The cable snapped somewhere between the 42nd and 43rd floor, sending Marco's scaffolding into a sickening arc against the unfinished side of the Luxor Tower. He caught himself on a rusted beam, heart hammering against ribs that had grown too fragile for this work at fifty-three years old.

Down below, the foreman—some kid named Ryan who couldn't be thirty—shouted something Marco couldn't hear through the wind. He'd been doing this since before Ryan was born, since the accident that took his left ring finger and his marriage both. He stared at his gloved hands, remembering how Elena had left him the same week he'd fallen from the pyramid-shaped casino in Vegas. Said she couldn't watch him die in slow motion anymore.

His phone buzzed in his pocket—his daughter, again. Probably another reminder about the baseball tournament this weekend. He hadn't picked up a glove since Tommy was six, since the cancer. Some things you didn't touch twice.
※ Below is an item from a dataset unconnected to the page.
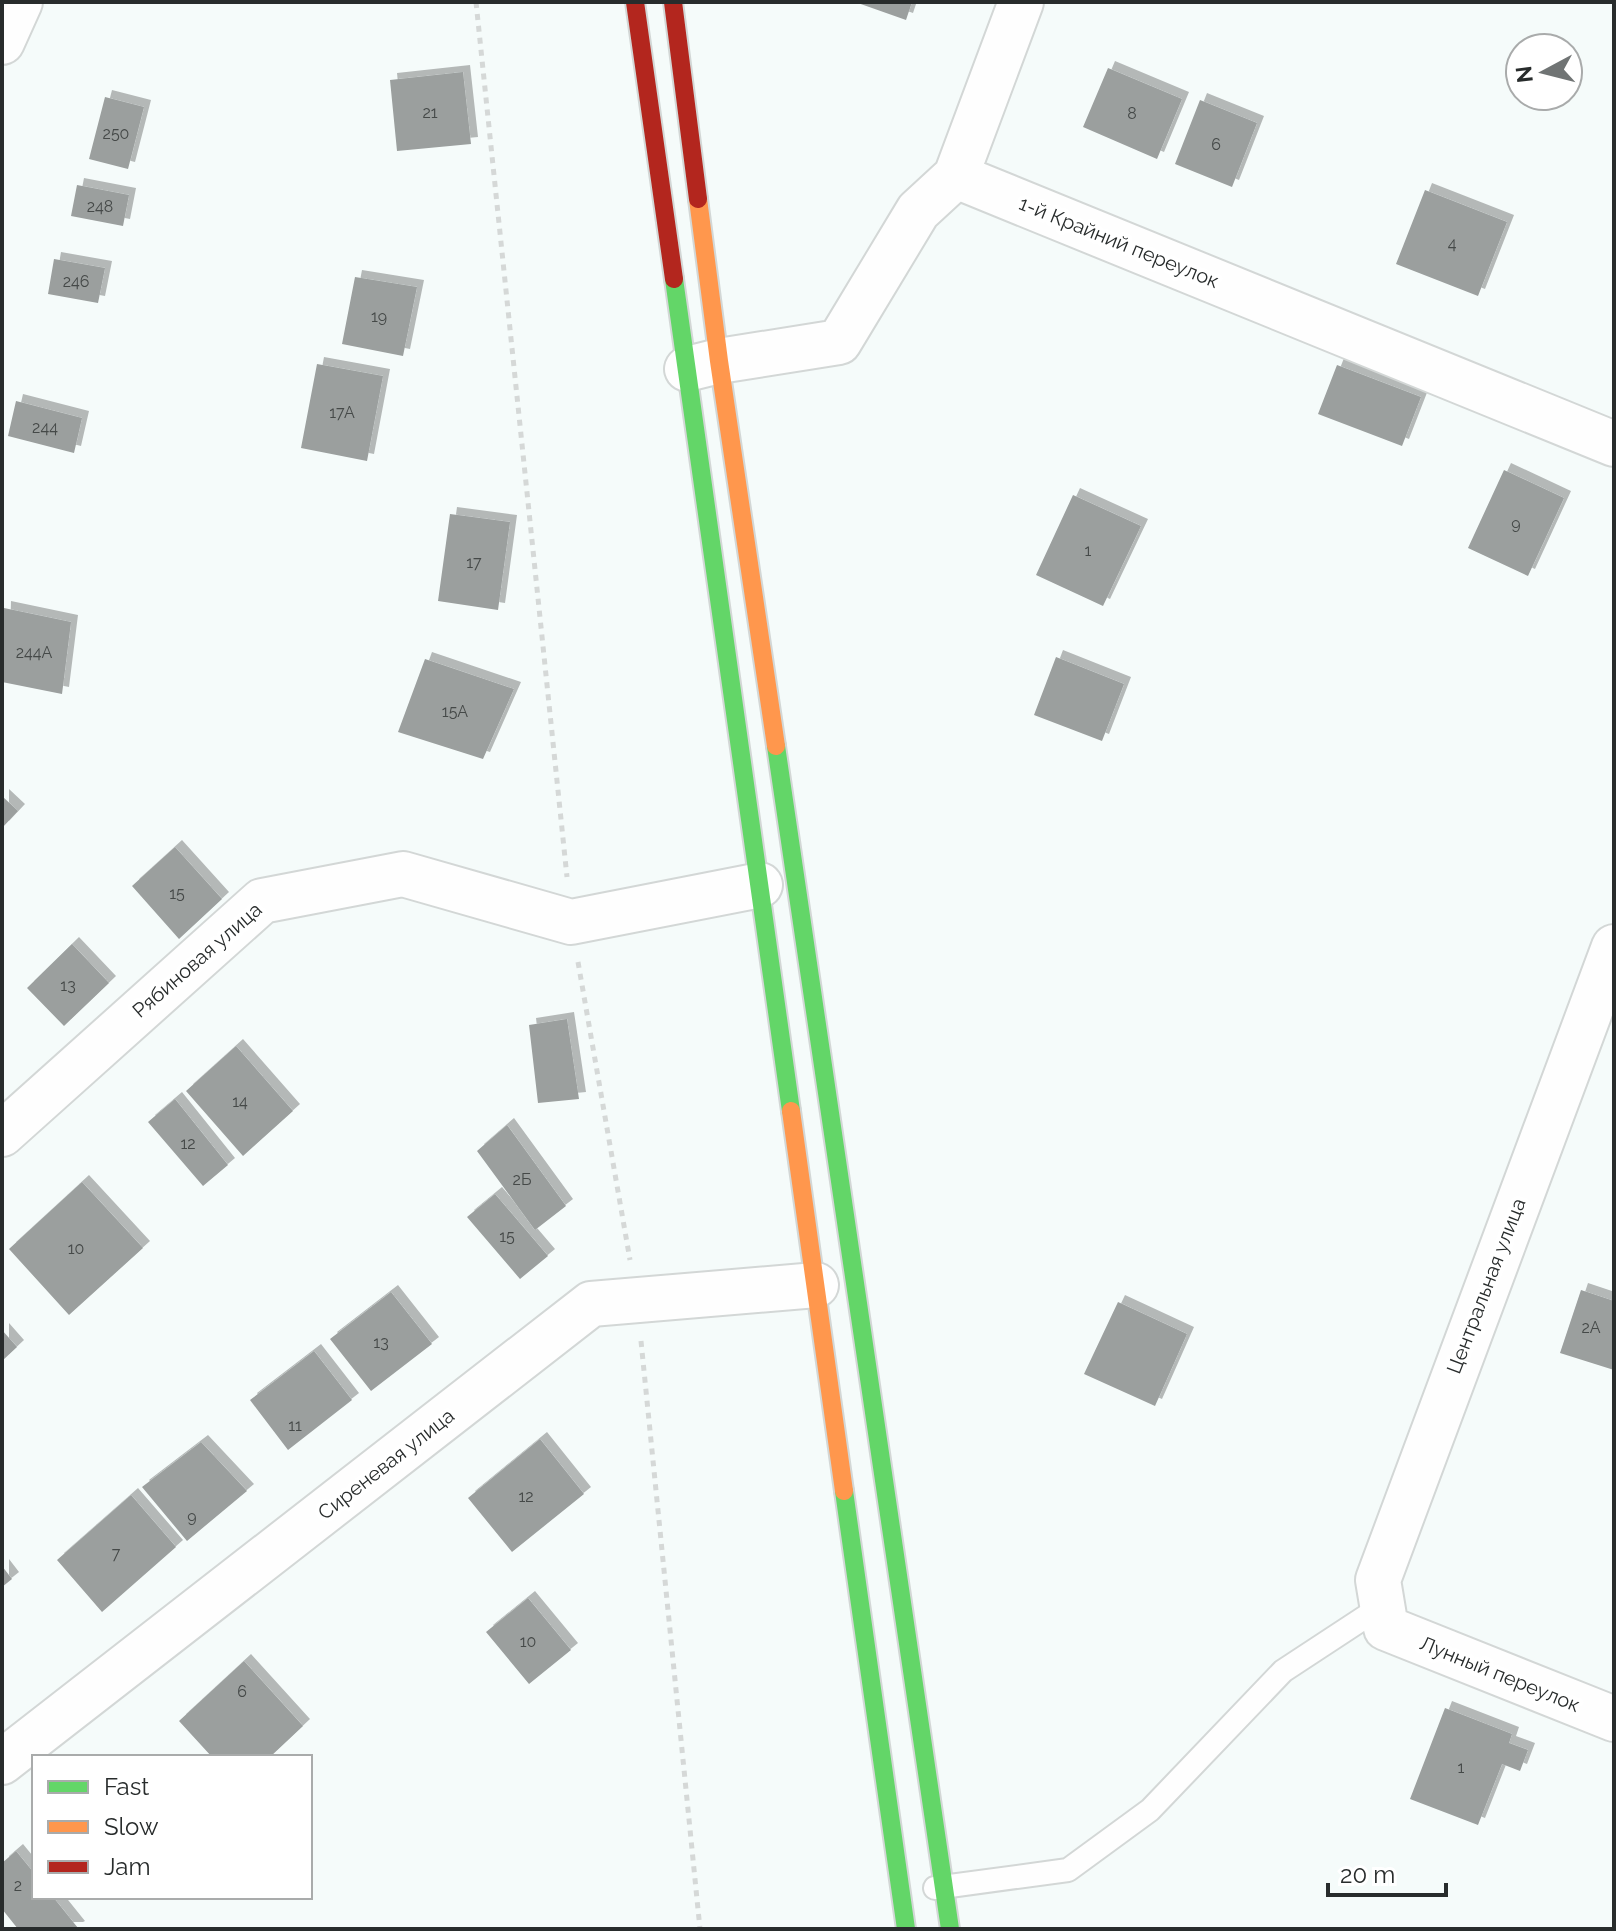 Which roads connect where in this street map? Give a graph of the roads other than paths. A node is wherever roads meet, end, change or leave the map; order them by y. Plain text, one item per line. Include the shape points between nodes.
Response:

The storm broke over the city as Marco descended to the freight elevator. Lightning splintered the sky into white-blue fractures, illuminating the construction site like the flash of a camera capturing something you wished stayed unexposed. That was when he saw her—the structural engineer with the sharp eyes and sharp mouth, standing in the downpour with a clipboard in one hand and a cigarette in the other. She reminded him of the sphinx he'd seen in Egypt once, before the injuries and the drinking and the life that had somehow accumulated around him like sediment.

'You gonna stand there getting electrocuted,' she said, more statement than question, 'or you gonna help me figure out why this whole fucking thing is going to collapse?'

Marco laughed, bitter and genuine both at once. 'Honey, this whole thing was always going to collapse. Just a matter of when.'

She handed him the clipboard. 'Make yourself useful then.'

The storm raged as they worked in companionable silence, two people who'd seen enough of the world's indifference to find comfort in its predictability. For the first time in years, Marco thought about calling his daughter back. Maybe he'd even buy a glove.